Description of the task> Take the line with "thumb mcp: (429, 214)" and all lines after it, through the end of the records below, and repeat them exactly.

Given information>
=======

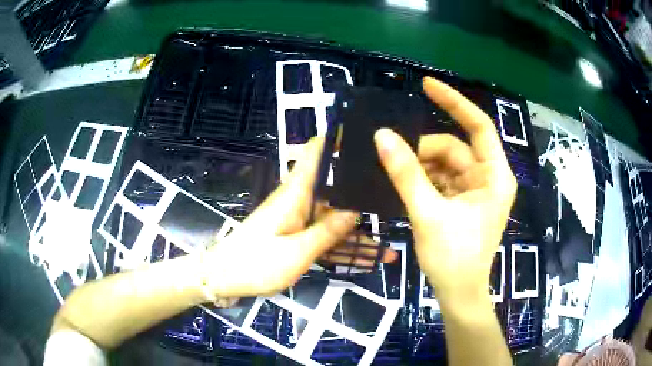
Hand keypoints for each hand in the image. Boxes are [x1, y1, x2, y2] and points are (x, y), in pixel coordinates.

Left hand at [205, 138, 394, 298]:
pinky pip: (324, 236)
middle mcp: (298, 201)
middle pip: (335, 189)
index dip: (337, 139)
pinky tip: (364, 261)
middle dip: (362, 194)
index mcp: (295, 194)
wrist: (223, 278)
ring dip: (357, 234)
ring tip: (388, 249)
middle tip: (395, 200)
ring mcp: (297, 219)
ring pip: (333, 219)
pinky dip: (341, 247)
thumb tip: (355, 210)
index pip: (315, 152)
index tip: (366, 138)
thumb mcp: (295, 253)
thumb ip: (326, 231)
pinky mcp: (294, 235)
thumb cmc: (255, 264)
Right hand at [374, 77, 516, 306]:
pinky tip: (403, 185)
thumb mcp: (429, 214)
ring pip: (444, 164)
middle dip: (424, 150)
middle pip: (454, 148)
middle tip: (391, 155)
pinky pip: (440, 179)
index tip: (426, 85)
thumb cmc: (454, 258)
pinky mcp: (461, 202)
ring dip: (419, 166)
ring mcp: (474, 190)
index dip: (454, 102)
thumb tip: (382, 136)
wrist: (458, 294)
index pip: (479, 126)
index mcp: (495, 176)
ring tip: (394, 174)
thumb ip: (406, 174)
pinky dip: (422, 179)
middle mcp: (488, 177)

=======

Expected output>
thumb mcp: (429, 214)
ring pip: (444, 164)
middle dip: (424, 150)
middle pip: (454, 148)
middle tip: (391, 155)
pinky pip: (440, 179)
index tip: (426, 85)
thumb cmc: (454, 258)
pinky mcp: (461, 202)
ring dip: (419, 166)
ring mcp: (474, 190)
index dip: (454, 102)
thumb tip: (382, 136)
wrist: (458, 294)
index pip: (479, 126)
index mcp: (495, 176)
ring tip: (394, 174)
thumb ip: (406, 174)
pinky dip: (422, 179)
middle mcp: (488, 177)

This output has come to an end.